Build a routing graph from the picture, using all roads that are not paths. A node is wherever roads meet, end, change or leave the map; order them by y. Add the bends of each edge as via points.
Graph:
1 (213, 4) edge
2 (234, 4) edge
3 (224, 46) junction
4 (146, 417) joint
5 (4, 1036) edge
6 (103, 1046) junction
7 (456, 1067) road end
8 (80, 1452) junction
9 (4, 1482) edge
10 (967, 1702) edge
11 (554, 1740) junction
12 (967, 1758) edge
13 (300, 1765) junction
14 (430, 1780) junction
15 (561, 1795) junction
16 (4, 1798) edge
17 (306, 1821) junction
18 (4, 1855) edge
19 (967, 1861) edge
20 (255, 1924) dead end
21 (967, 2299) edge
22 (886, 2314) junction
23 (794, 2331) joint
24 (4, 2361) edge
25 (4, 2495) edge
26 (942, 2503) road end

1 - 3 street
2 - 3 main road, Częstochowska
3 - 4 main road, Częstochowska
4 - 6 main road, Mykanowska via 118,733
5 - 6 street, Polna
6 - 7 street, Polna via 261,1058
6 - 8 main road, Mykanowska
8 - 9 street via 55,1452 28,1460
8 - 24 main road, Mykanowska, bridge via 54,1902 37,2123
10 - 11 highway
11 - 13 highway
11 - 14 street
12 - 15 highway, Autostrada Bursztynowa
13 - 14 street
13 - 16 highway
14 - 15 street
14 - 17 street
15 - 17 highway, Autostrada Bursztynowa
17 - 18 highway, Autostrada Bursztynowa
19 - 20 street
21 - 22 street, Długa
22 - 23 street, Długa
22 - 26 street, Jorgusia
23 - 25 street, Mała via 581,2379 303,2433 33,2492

■ ■ ■ ■ ■ ■ ■

Task objective: Look through the listing above and count the lines where the string "Bursztynowa" appears. Report the number only.

Solution: 3